BEGIN Input records

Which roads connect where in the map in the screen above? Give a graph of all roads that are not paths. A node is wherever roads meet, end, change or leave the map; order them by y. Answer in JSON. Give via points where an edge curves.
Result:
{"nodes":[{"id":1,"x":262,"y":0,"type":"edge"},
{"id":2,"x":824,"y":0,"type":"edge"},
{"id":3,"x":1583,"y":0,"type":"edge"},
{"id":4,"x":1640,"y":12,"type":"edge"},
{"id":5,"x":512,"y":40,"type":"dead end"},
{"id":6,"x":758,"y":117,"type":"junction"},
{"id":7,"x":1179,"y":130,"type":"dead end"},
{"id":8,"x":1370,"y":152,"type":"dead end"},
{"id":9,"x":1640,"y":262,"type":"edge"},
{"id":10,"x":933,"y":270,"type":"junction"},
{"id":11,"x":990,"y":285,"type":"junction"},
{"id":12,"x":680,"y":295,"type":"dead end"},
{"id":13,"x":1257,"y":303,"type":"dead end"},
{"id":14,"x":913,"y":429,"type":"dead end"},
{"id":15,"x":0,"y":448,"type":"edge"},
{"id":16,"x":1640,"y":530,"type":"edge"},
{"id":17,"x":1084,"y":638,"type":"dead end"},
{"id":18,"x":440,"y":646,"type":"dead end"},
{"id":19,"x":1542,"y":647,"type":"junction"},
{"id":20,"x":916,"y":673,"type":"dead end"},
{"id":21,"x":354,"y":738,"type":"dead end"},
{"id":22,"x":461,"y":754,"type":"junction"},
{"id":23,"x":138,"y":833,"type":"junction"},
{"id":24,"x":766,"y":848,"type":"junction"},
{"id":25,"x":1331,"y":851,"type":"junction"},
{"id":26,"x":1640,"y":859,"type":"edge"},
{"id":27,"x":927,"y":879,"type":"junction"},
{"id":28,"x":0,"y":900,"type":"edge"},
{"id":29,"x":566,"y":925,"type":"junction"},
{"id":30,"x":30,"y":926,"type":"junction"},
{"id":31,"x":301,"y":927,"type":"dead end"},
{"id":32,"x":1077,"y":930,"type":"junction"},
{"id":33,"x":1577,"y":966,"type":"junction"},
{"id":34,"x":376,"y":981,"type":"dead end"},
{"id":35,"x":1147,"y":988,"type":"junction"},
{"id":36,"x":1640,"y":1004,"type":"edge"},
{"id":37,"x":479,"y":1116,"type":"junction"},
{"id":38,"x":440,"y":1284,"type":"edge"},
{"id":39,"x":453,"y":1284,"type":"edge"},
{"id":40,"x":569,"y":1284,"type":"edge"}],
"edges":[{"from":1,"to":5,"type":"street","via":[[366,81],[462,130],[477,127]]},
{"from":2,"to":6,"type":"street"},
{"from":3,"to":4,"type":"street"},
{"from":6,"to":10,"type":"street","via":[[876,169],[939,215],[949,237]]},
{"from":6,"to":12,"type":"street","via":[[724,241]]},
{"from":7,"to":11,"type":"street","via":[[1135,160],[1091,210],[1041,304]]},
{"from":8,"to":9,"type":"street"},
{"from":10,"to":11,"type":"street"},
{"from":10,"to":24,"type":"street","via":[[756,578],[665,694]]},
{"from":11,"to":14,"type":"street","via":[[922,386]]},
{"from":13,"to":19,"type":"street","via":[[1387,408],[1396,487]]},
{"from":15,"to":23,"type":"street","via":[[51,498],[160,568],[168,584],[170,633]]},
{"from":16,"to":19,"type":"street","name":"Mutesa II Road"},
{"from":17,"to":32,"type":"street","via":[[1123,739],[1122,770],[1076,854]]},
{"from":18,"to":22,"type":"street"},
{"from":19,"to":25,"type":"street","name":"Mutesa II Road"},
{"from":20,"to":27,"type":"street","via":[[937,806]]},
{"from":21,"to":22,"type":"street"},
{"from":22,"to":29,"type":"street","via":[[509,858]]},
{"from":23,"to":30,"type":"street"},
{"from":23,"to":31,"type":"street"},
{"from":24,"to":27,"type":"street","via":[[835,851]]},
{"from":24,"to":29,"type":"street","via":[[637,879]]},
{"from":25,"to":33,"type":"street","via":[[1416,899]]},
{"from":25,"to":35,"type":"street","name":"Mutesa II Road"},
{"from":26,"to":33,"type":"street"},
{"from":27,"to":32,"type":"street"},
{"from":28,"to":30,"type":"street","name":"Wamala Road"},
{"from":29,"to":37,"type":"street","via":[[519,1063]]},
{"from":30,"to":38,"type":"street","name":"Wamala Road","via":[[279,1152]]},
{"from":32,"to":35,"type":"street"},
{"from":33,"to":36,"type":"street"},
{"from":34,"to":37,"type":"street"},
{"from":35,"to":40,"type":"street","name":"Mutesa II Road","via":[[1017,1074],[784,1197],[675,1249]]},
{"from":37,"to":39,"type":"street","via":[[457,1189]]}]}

END Input records

## About this task:
What is wanted is the full set of entries above, reproduced exactly.

## Response area:
Which roads connect where in the map in the screen above? Give a graph of all roads that are not paths. A node is wherever roads meet, end, change or leave the map; order them by y. Answer in JSON. Give via points where an edge curves.
Result:
{"nodes":[{"id":1,"x":262,"y":0,"type":"edge"},
{"id":2,"x":824,"y":0,"type":"edge"},
{"id":3,"x":1583,"y":0,"type":"edge"},
{"id":4,"x":1640,"y":12,"type":"edge"},
{"id":5,"x":512,"y":40,"type":"dead end"},
{"id":6,"x":758,"y":117,"type":"junction"},
{"id":7,"x":1179,"y":130,"type":"dead end"},
{"id":8,"x":1370,"y":152,"type":"dead end"},
{"id":9,"x":1640,"y":262,"type":"edge"},
{"id":10,"x":933,"y":270,"type":"junction"},
{"id":11,"x":990,"y":285,"type":"junction"},
{"id":12,"x":680,"y":295,"type":"dead end"},
{"id":13,"x":1257,"y":303,"type":"dead end"},
{"id":14,"x":913,"y":429,"type":"dead end"},
{"id":15,"x":0,"y":448,"type":"edge"},
{"id":16,"x":1640,"y":530,"type":"edge"},
{"id":17,"x":1084,"y":638,"type":"dead end"},
{"id":18,"x":440,"y":646,"type":"dead end"},
{"id":19,"x":1542,"y":647,"type":"junction"},
{"id":20,"x":916,"y":673,"type":"dead end"},
{"id":21,"x":354,"y":738,"type":"dead end"},
{"id":22,"x":461,"y":754,"type":"junction"},
{"id":23,"x":138,"y":833,"type":"junction"},
{"id":24,"x":766,"y":848,"type":"junction"},
{"id":25,"x":1331,"y":851,"type":"junction"},
{"id":26,"x":1640,"y":859,"type":"edge"},
{"id":27,"x":927,"y":879,"type":"junction"},
{"id":28,"x":0,"y":900,"type":"edge"},
{"id":29,"x":566,"y":925,"type":"junction"},
{"id":30,"x":30,"y":926,"type":"junction"},
{"id":31,"x":301,"y":927,"type":"dead end"},
{"id":32,"x":1077,"y":930,"type":"junction"},
{"id":33,"x":1577,"y":966,"type":"junction"},
{"id":34,"x":376,"y":981,"type":"dead end"},
{"id":35,"x":1147,"y":988,"type":"junction"},
{"id":36,"x":1640,"y":1004,"type":"edge"},
{"id":37,"x":479,"y":1116,"type":"junction"},
{"id":38,"x":440,"y":1284,"type":"edge"},
{"id":39,"x":453,"y":1284,"type":"edge"},
{"id":40,"x":569,"y":1284,"type":"edge"}],
"edges":[{"from":1,"to":5,"type":"street","via":[[366,81],[462,130],[477,127]]},
{"from":2,"to":6,"type":"street"},
{"from":3,"to":4,"type":"street"},
{"from":6,"to":10,"type":"street","via":[[876,169],[939,215],[949,237]]},
{"from":6,"to":12,"type":"street","via":[[724,241]]},
{"from":7,"to":11,"type":"street","via":[[1135,160],[1091,210],[1041,304]]},
{"from":8,"to":9,"type":"street"},
{"from":10,"to":11,"type":"street"},
{"from":10,"to":24,"type":"street","via":[[756,578],[665,694]]},
{"from":11,"to":14,"type":"street","via":[[922,386]]},
{"from":13,"to":19,"type":"street","via":[[1387,408],[1396,487]]},
{"from":15,"to":23,"type":"street","via":[[51,498],[160,568],[168,584],[170,633]]},
{"from":16,"to":19,"type":"street","name":"Mutesa II Road"},
{"from":17,"to":32,"type":"street","via":[[1123,739],[1122,770],[1076,854]]},
{"from":18,"to":22,"type":"street"},
{"from":19,"to":25,"type":"street","name":"Mutesa II Road"},
{"from":20,"to":27,"type":"street","via":[[937,806]]},
{"from":21,"to":22,"type":"street"},
{"from":22,"to":29,"type":"street","via":[[509,858]]},
{"from":23,"to":30,"type":"street"},
{"from":23,"to":31,"type":"street"},
{"from":24,"to":27,"type":"street","via":[[835,851]]},
{"from":24,"to":29,"type":"street","via":[[637,879]]},
{"from":25,"to":33,"type":"street","via":[[1416,899]]},
{"from":25,"to":35,"type":"street","name":"Mutesa II Road"},
{"from":26,"to":33,"type":"street"},
{"from":27,"to":32,"type":"street"},
{"from":28,"to":30,"type":"street","name":"Wamala Road"},
{"from":29,"to":37,"type":"street","via":[[519,1063]]},
{"from":30,"to":38,"type":"street","name":"Wamala Road","via":[[279,1152]]},
{"from":32,"to":35,"type":"street"},
{"from":33,"to":36,"type":"street"},
{"from":34,"to":37,"type":"street"},
{"from":35,"to":40,"type":"street","name":"Mutesa II Road","via":[[1017,1074],[784,1197],[675,1249]]},
{"from":37,"to":39,"type":"street","via":[[457,1189]]}]}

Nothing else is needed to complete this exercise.